One study examined the retrieval of emotional memories using an emotional context paradigm similar to that previously described, but it included positive emotional context stimuli in addition to neutral and negative contexts (Maratos, Dolan, Morris, Henson, & Rugg, 2001). More important, this study assessed the incidental retrieval of emotional context, as there were no specific instructions to retrieve the emotional context, only to judge whether the target words had or had not been previously presented. The comparison of responses to previously presented versus novel stimulus words activated the regions that had previously been reported in studies on memory retrieval. These old/new effects included activity in the left-lateral parietal, precuneus, cingulate, parahippocampal, and prefrontal cortices. A direct comparison between the responses to the recognition of “old” words from a negative context and “old” words from a neutral context showed greater activation in the regions that are not typically active in recognition tasks, including the amygdala. It is interesting to note that activity in the amygdala did not differentiate between the retrieval of negative versus positive words, indicating that activity in this structure may play a role in the retrieval of emotional material regardless of valence. Retrieval of old words from a positive context resulted in greater activation in the medial PFC compared with retrieval of old words from a neutral or negative context. This medial PFC activity, unlike that of the amygdala, was specific to the retrieval of positive words, perhaps reflecting a role in the processing of rewarding stimuli (O’Doherty, Kringelbach, Rolls, Hornak, & Andrews, 2001). These results suggest that the retrieval of emotional information recruits the regions that are also involved in the retrieval of neutral information, along with a subset of additional regions typically associated with emotional processing, including the amygdala and medial PFC.
Emotion and the cognitive operations of retrieval
It is not clear from the aforementioned studies, however, whether emotion influenced the process of retrieval or whether the incidental cue led to an emotional response to the products of retrieval. Results from ERP studies suggest that emotion may affect both the processing and the products of retrieval. To address this issue, Smith, Stephan, Rugg, and Dolan (2006) examined neural activity during the retrieval of emotional information using two different source retrieval tasks: emotion discrimination and nonemotion discrimination. In the emotion discrimination task, neutral objects were initially paired with negative emotional or neutral scenes, and at test, participants were asked with which type of scene (emotional or neutral) the object was originally paired.

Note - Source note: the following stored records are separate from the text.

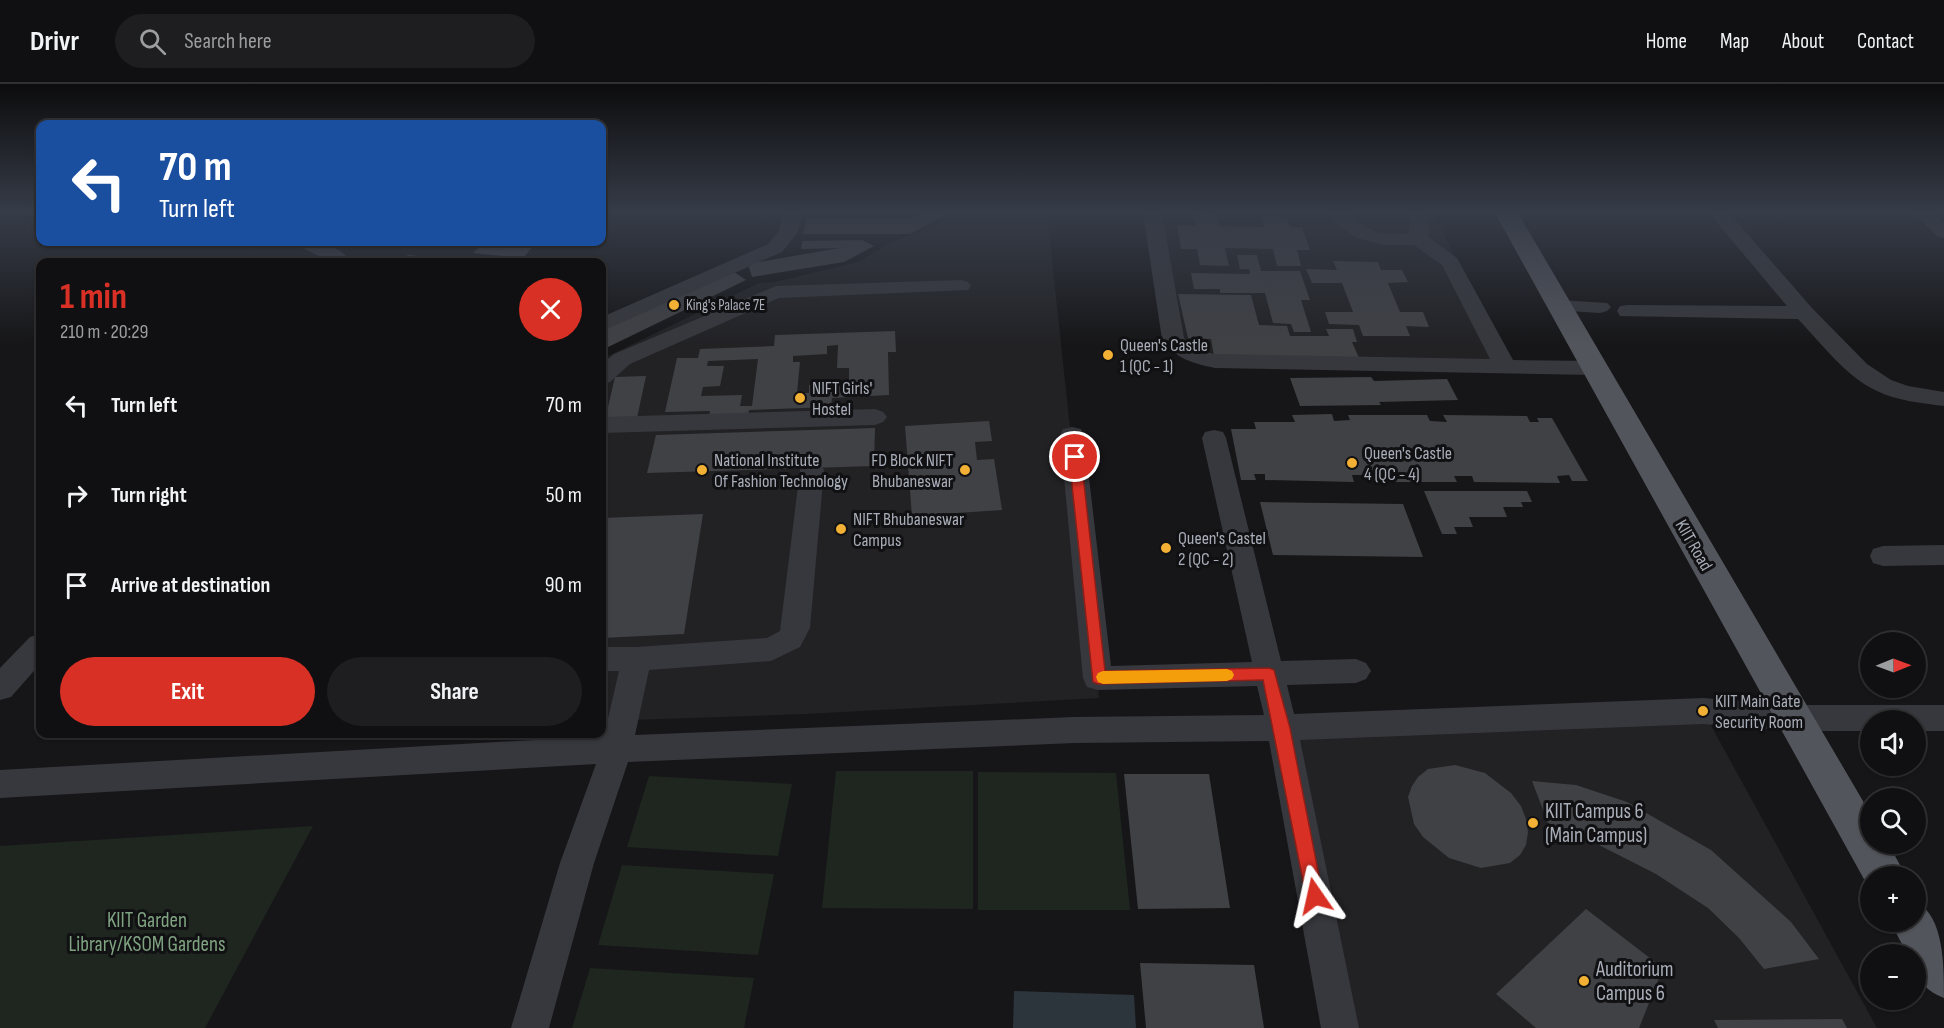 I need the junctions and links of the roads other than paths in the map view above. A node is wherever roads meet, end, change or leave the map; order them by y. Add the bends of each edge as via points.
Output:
1 (755, 257) edge
2 (1159, 257) edge
3 (1443, 257) edge
4 (1532, 257) edge
5 (1756, 257) edge
6 (961, 286) dead end
7 (1560, 306) junction
8 (1600, 307) dead end
9 (1628, 311) dead end
10 (1804, 313) junction
11 (606, 323) edge
12 (1506, 366) junction
13 (1595, 368) junction
14 (606, 372) edge
15 (1944, 399) edge
16 (875, 417) dead end
17 (606, 425) edge
18 (1072, 435) dead end
19 (1214, 438) dead end
20 (812, 470) dead end
21 (1944, 555) edge
22 (1883, 556) dead end
23 (22, 653) edge
24 (606, 659) edge
25 (636, 659) junction
26 (1356, 671) dead end
27 (1269, 674) junction
28 (0, 688) edge
29 (1793, 718) junction
30 (1944, 718) edge
31 (1282, 728) junction
32 (617, 748) junction
33 (0, 784) edge
34 (1880, 866) edge
35 (1918, 932) edge
36 (1944, 976) edge
37 (530, 1028) edge
38 (1340, 1028) edge

1 - 11 street
2 - 12 street via 1173,339 1191,356 1215,361
3 - 12 street via 1450,262
4 - 7 main road, KIIT Road
5 - 10 street
6 - 14 street via 776,292 622,359
7 - 8 street
7 - 13 main road, KIIT Road
9 - 10 street
10 - 15 street via 1860,369 1883,385 1904,393
12 - 13 street
13 - 29 main road, KIIT Road
16 - 17 street
18 - 27 street via 1098,678
19 - 27 street
20 - 25 street via 796,628 790,639 771,649
21 - 22 street
23 - 28 street
24 - 25 street
25 - 32 street
26 - 27 street
27 - 31 street
29 - 30 street
29 - 31 street via 1703,711
29 - 34 main road, KIIT Road
31 - 32 street via 1074,730
31 - 38 street
32 - 33 street
32 - 37 street via 577,863
35 - 36 main road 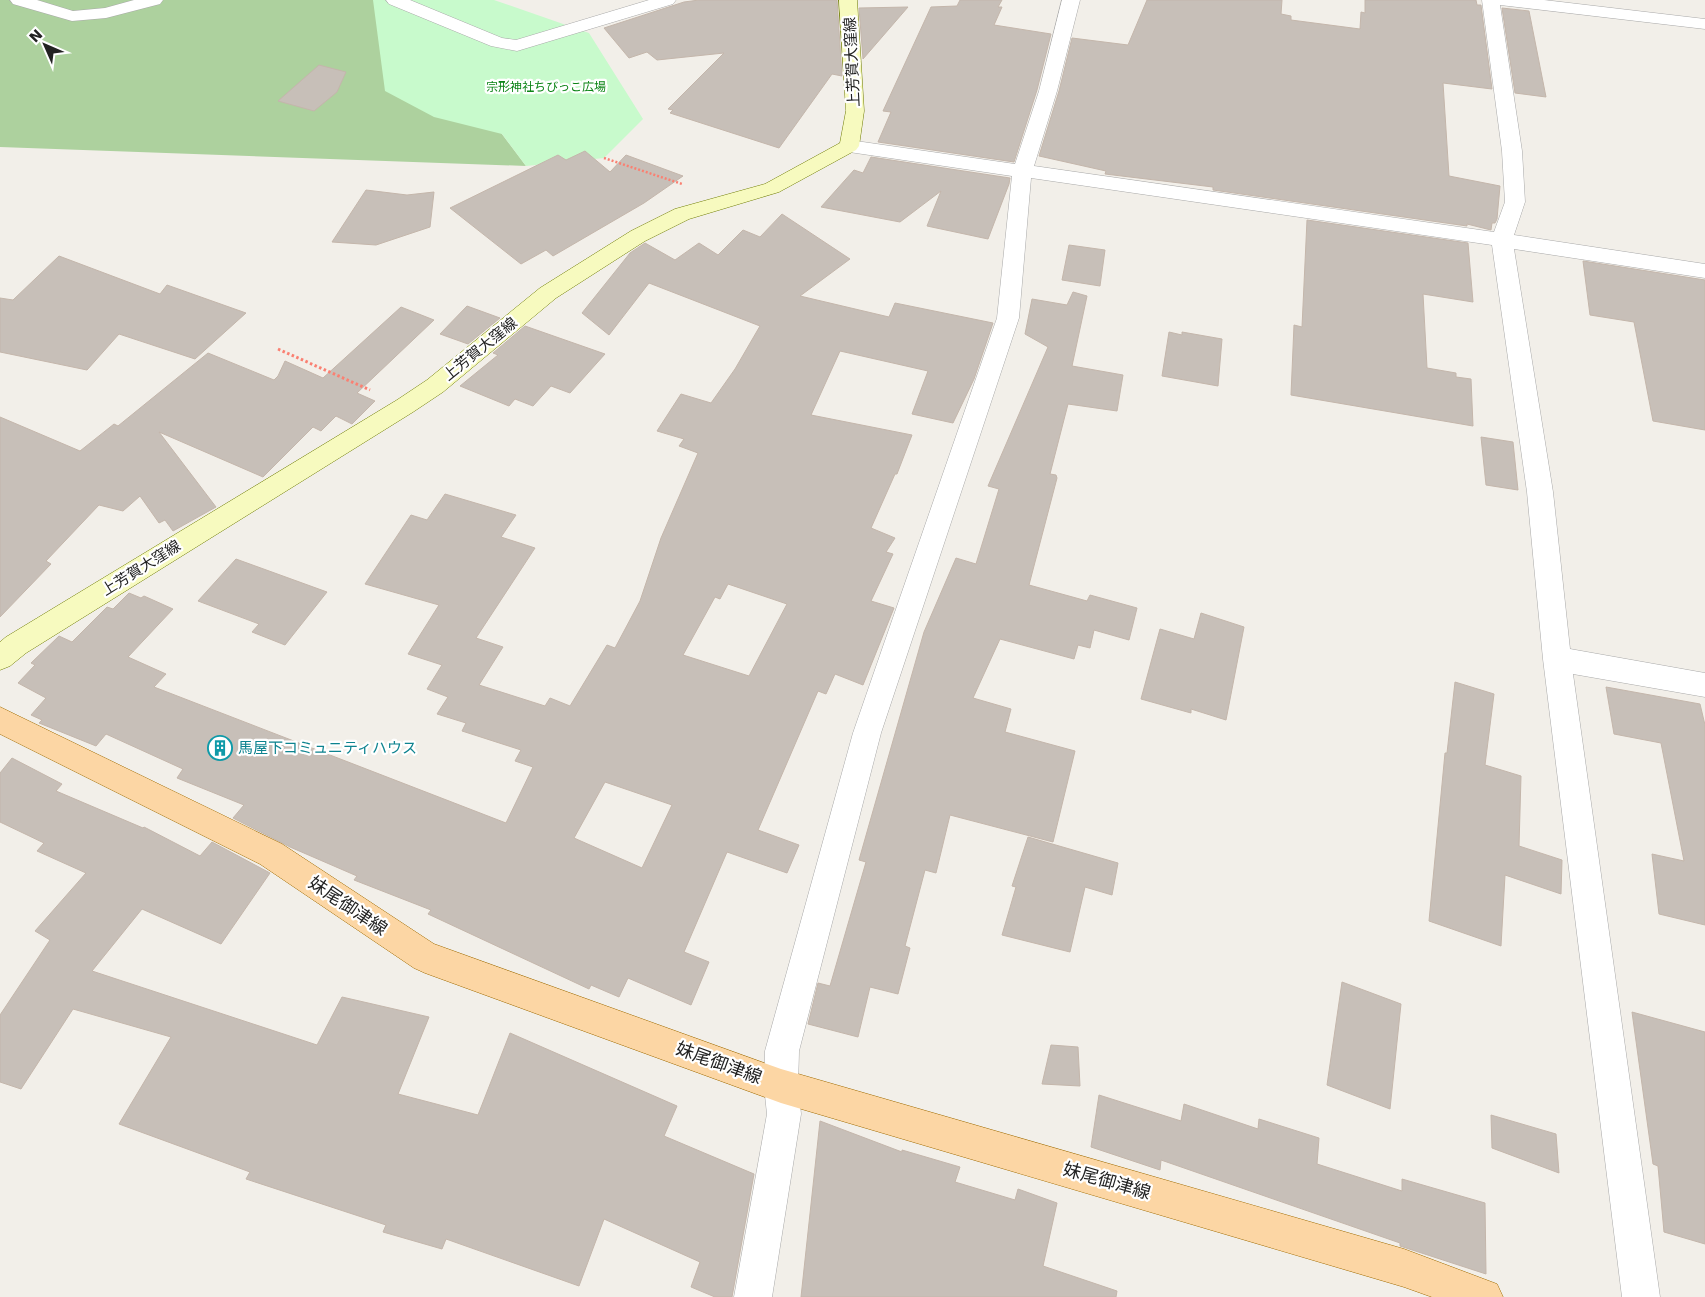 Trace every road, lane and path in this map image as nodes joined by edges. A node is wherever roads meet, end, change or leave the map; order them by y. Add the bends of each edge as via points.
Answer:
1 (20, 0) edge
2 (154, 0) edge
3 (394, 0) edge
4 (667, 0) edge
5 (848, 0) edge
6 (1071, 0) edge
7 (1491, 0) edge
8 (1499, 0) edge
9 (1705, 24) edge
10 (849, 146) junction
11 (604, 158) dead end
12 (1022, 172) junction
13 (728, 200) junction
14 (1502, 240) junction
15 (1705, 272) edge
16 (278, 349) dead end
17 (405, 406) junction
18 (0, 658) edge
19 (1557, 659) junction
20 (1705, 685) edge
21 (0, 720) edge
22 (781, 1086) junction
23 (753, 1297) edge
24 (1484, 1297) edge
25 (1641, 1297) edge

1 - 2 street via 72,16 106,13
3 - 4 street via 497,42 517,46
5 - 10 main road, 上芳賀大窪線 via 855,111
6 - 12 street via 1048,91
7 - 14 street via 1512,151 1515,202
8 - 9 street
10 - 12 street
10 - 13 main road, 上芳賀大窪線 via 772,188
11 - 13 path
12 - 14 street
12 - 22 street via 1008,318 867,733 782,1051
13 - 17 main road, 上芳賀大窪線 via 682,214 638,236 548,293 435,386
14 - 15 street
14 - 19 street via 1540,492
16 - 17 path
17 - 18 main road, 上芳賀大窪線 via 16,645
19 - 20 street
19 - 25 street
21 - 22 main road, 妹尾御津線 via 271,854 425,957
22 - 23 street via 784,1114
22 - 24 main road, 妹尾御津線 via 1404,1268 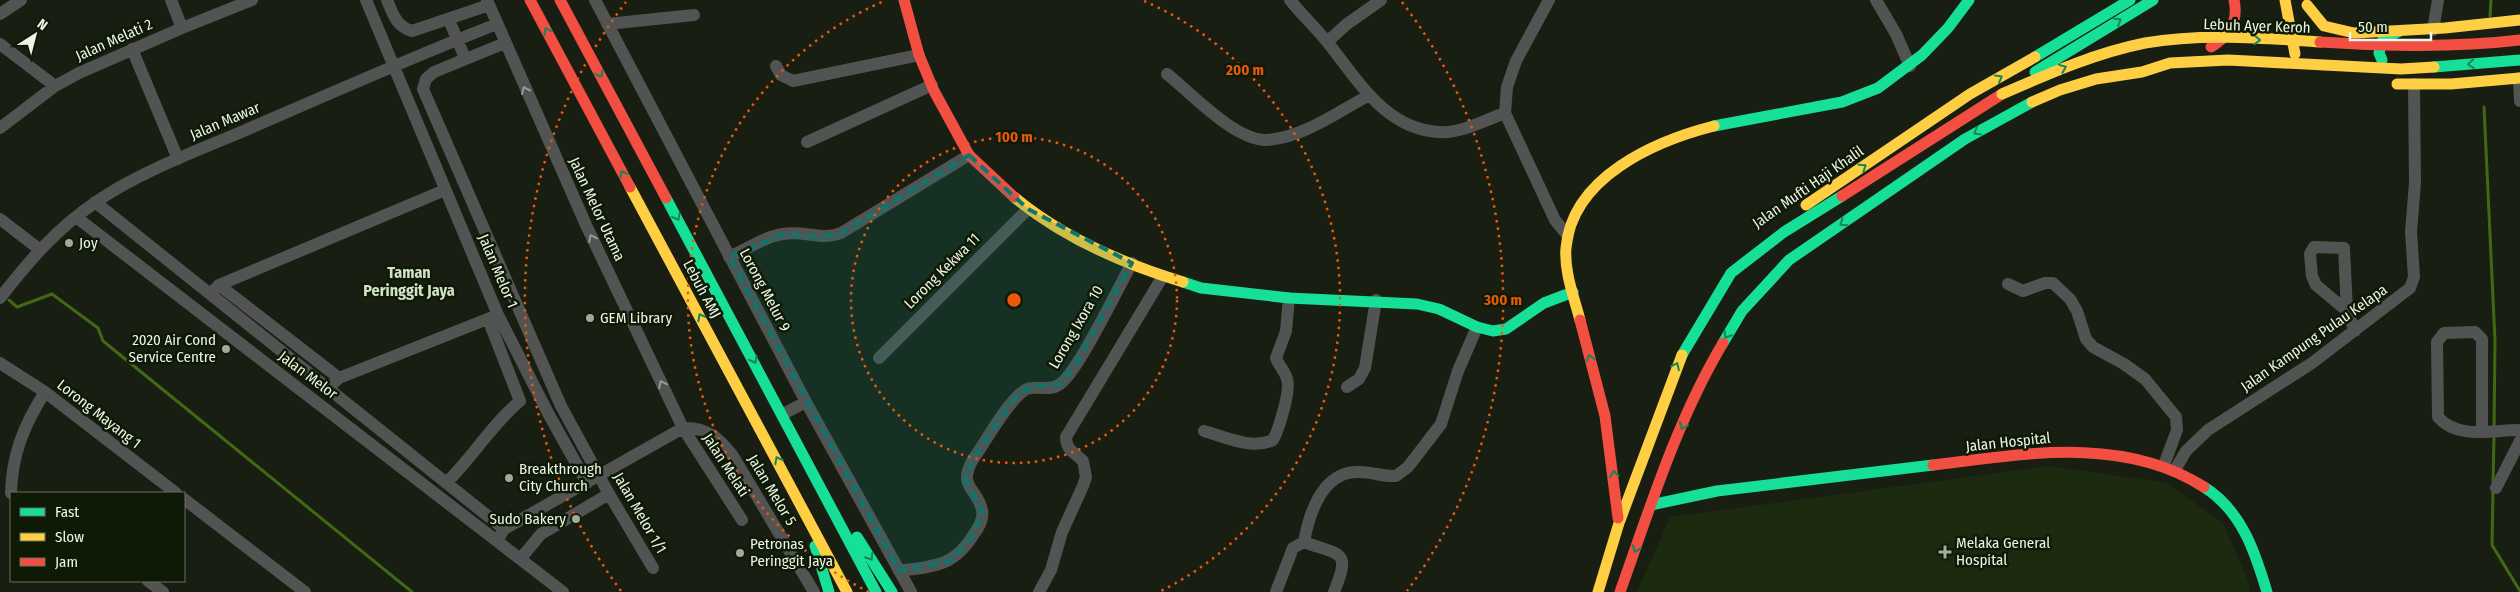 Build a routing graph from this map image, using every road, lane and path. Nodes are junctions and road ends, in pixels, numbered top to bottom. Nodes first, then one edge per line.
1 (21, 0) edge
2 (171, 0) edge
3 (252, 0) edge
4 (366, 0) edge
5 (387, 0) edge
6 (530, 0) edge
7 (560, 0) edge
8 (595, 0) edge
9 (904, 0) edge
10 (1290, 0) edge
11 (1381, 0) edge
12 (1549, 0) edge
13 (1876, 0) edge
14 (1969, 0) edge
15 (2130, 0) edge
16 (2153, 0) edge
17 (2234, 0) edge
18 (2285, 0) edge
19 (2438, 0) edge
20 (488, 2) edge
21 (2306, 3) edge
22 (0, 14) edge
23 (694, 15) dead end
24 (449, 20) junction
25 (2520, 20) edge
26 (497, 24) junction
27 (607, 24) junction
28 (182, 28) junction
29 (2433, 30) junction
30 (2400, 31) junction
31 (457, 40) junction
32 (2520, 40) edge
33 (1327, 42) junction
34 (505, 43) junction
35 (0, 44) edge
36 (132, 49) junction
37 (919, 55) junction
38 (465, 58) junction
39 (2520, 60) edge
40 (2170, 63) junction
41 (2297, 63) junction
42 (2322, 64) junction
43 (393, 66) junction
44 (776, 66) dead end
45 (1910, 66) junction
46 (2401, 69) junction
47 (2142, 72) junction
48 (2229, 72) dead end
49 (1167, 74) dead end
50 (2519, 78) edge
51 (2384, 83) dead end
52 (2414, 84) junction
53 (932, 85) junction
54 (55, 86) junction
55 (2002, 94) junction
56 (1368, 96) junction
57 (2520, 101) edge
58 (1505, 113) junction
59 (0, 128) edge
60 (443, 136) junction
61 (807, 142) dead end
62 (425, 144) junction
63 (969, 155) junction
64 (178, 159) junction
65 (445, 190) junction
66 (95, 202) junction
67 (1028, 209) junction
68 (76, 217) junction
69 (0, 219) edge
70 (1568, 236) junction
71 (39, 249) junction
72 (729, 257) junction
73 (498, 263) junction
74 (1132, 263) junction
75 (481, 270) junction
76 (1731, 273) junction
77 (1162, 276) junction
78 (2008, 284) dead end
79 (215, 290) junction
80 (1572, 292) junction
81 (0, 298) edge
82 (1289, 298) junction
83 (1376, 300) junction
84 (2347, 311) junction
85 (493, 317) junction
86 (240, 318) junction
87 (1477, 327) junction
88 (2355, 330) junction
89 (228, 334) junction
90 (880, 358) dead end
91 (0, 363) edge
92 (339, 378) junction
93 (1347, 387) dead end
94 (328, 388) junction
95 (45, 392) junction
96 (806, 402) junction
97 (783, 414) junction
98 (683, 428) junction
99 (379, 429) junction
100 (2520, 430) edge
101 (1204, 431) dead end
102 (2484, 431) junction
103 (2520, 441) edge
104 (369, 442) junction
105 (2169, 468) junction
106 (599, 476) junction
107 (446, 483) junction
108 (587, 483) junction
109 (1667, 485) junction
110 (2496, 488) dead end
111 (11, 492) edge
112 (175, 492) edge
113 (609, 494) junction
114 (1685, 498) junction
115 (185, 500) edge
116 (801, 503) junction
117 (830, 504) junction
118 (1651, 505) junction
119 (742, 520) dead end
120 (1619, 523) junction
121 (500, 534) junction
122 (1304, 542) junction
123 (521, 558) junction
124 (653, 568) dead end
125 (899, 572) junction
126 (149, 582) edge
127 (908, 588) edge
128 (892, 590) edge
129 (162, 592) edge
130 (305, 592) edge
131 (563, 592) edge
132 (814, 592) edge
133 (829, 592) edge
134 (847, 592) edge
135 (876, 592) edge
136 (1039, 592) edge
137 (1276, 592) edge
138 (1334, 592) edge
139 (1598, 592) edge
140 (1620, 592) edge
141 (2267, 592) edge

1 - 22 street
2 - 28 street
3 - 28 street, Jalan Melati 2
4 - 43 street
5 - 24 street
116 -> 6 main road, Lebuh AMJ
7 -> 97 main road, Lebuh AMJ
8 - 27 street, Lorong Melur 9
9 - 37 main road
10 - 33 street
11 - 33 street
12 - 58 street
13 - 45 street
14 - 45 main road
76 -> 15 main road, Jalan Mufti Haji Khalil
55 -> 16 main road, bridge
17 - 40 main road
18 - 41 main road
19 - 29 street
20 - 24 street
20 - 26 street, Jalan Melor Utama
21 - 30 main road
21 - 42 main road
23 - 27 street
24 - 31 street
25 - 29 main road
26 - 31 street, Jalan Mawar
26 - 34 street, Jalan Melor Utama
27 - 72 street, Lorong Melur 9
28 - 36 street, Jalan Melati 2
29 - 30 main road
30 - 46 main road
31 - 38 street
31 - 43 street, Jalan Mawar
55 -> 32 main road, Lebuh Ayer Keroh, bridge
33 - 56 street
34 - 38 street
98 -> 34 street, Jalan Melor Utama
35 - 54 street
36 - 54 street, Jalan Melati 2
36 - 64 street
37 - 44 street
37 - 53 main road
38 - 60 street, Jalan Melor 1/1
39 -> 46 main road
40 - 41 main road
40 - 47 main road
41 - 42 main road
42 - 46 main road
43 - 62 street, Jalan Melor 1
43 - 64 street, Jalan Mawar
45 - 70 main road
47 - 48 main road
47 -> 109 main road
49 - 56 street
50 - 52 main road
50 - 57 street
51 - 52 main road
52 - 88 street, Jalan Kampung Pulau Kelapa
53 - 61 street
53 - 63 main road
54 - 59 street, Jalan Melati 2
55 - 76 main road
56 - 58 street
58 - 70 street
60 - 62 street
60 - 73 street, Jalan Melor 1/1
62 - 65 street, Jalan Melor 1
63 - 67 main road
63 - 72 street
64 - 66 street, Jalan Mawar
65 - 75 street, Jalan Melor 1
65 - 79 street
66 - 68 street, Jalan Mawar
66 - 79 street, Jalan Melor
67 - 74 main road
67 - 90 street, Lorong Kekwa 11
68 - 71 street, Jalan Mawar
68 - 89 street, Jalan Melor
69 - 71 street
70 - 80 main road
71 - 81 street, Jalan Mawar
72 - 96 street, Lorong Melur 9
73 - 75 street
73 - 106 street, Jalan Melor 1/1
74 - 77 main road
74 - 125 street, Lorong Ixora 10
75 - 85 street, Jalan Melor 1
120 -> 76 main road, Jalan Mufti Haji Khalil
77 - 82 main road
77 - 136 street
78 - 105 street
79 - 86 street, Jalan Melor
79 - 92 street
80 - 87 main road
120 -> 80 main road
82 - 83 main road
82 - 101 street
83 - 87 main road
83 - 93 street
84 - 84 street
84 - 88 street
85 - 92 street
85 - 107 street
85 - 108 street, Jalan Melor 1
86 - 89 street
86 - 94 street, Jalan Melor
87 - 122 street
88 - 105 street, Jalan Kampung Pulau Kelapa
89 - 104 street, Jalan Melor
91 - 95 street, Lorong Mayang 1
92 - 94 street
94 - 99 street, Jalan Melor
95 - 111 street
95 - 112 street, Lorong Mayang 1
96 - 97 street
96 - 125 street, Lorong Melur 9
97 - 117 main road, Lebuh AMJ
98 - 106 street
98 - 119 street, Jalan Melati
98 - 132 street, Jalan Melor 5
99 - 104 street
99 - 107 street, Jalan Melor
100 - 102 street
102 - 102 street
103 - 110 street
104 - 121 street, Jalan Melor
105 - 114 main road, Jalan Hospital
105 - 141 main road, Jalan Hospital
106 - 108 street
106 - 113 street, Jalan Melor 1/1
107 - 121 street, Jalan Melor
108 - 121 street
109 - 114 main road
109 - 118 main road
113 - 123 street
113 - 124 street, Jalan Melor 1/1
114 - 118 main road, Jalan Hospital
115 - 130 street
116 - 133 main road
116 - 134 main road, Lebuh AMJ
117 -> 128 main road
117 - 135 main road, Lebuh AMJ
118 -> 140 main road
120 - 139 main road, Jalan Mufti Haji Khalil
121 - 123 street, Jalan Melor
122 - 137 street
122 - 138 street
123 - 131 street, Jalan Melor
125 - 127 street, Lorong Melur 9
126 - 129 street
127 - 128 street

This task required the explicit recall of emotional context. In the nonemotion discrimination task, participants were asked whether the contextual scene contained people, regardless of emotional content. In both tasks, the perceptual stimuli and emotional context remained the same, but attention to emotion was either deliberate or incidental in the task requirements. These tasks take advantage of the “mode” of retrieval (or retrieval orientation), wherein the task demands affect neural processing during retrieval tasks (Duzel et al., 1999; Woodruff, Uncapher, & Rugg, 2006). If amygdala activity during retrieval reflects the processing that the participant is conducting—focusing on emotion context—then it should be more active during the emotion than the nonemotion discrimination task (an effect of retrieval orientation). By contrast, if amygdala activity merely reflects incidental retrieval of the context in which an object was originally encoded, then there should be no difference in amygdala activity between the discrimination tasks.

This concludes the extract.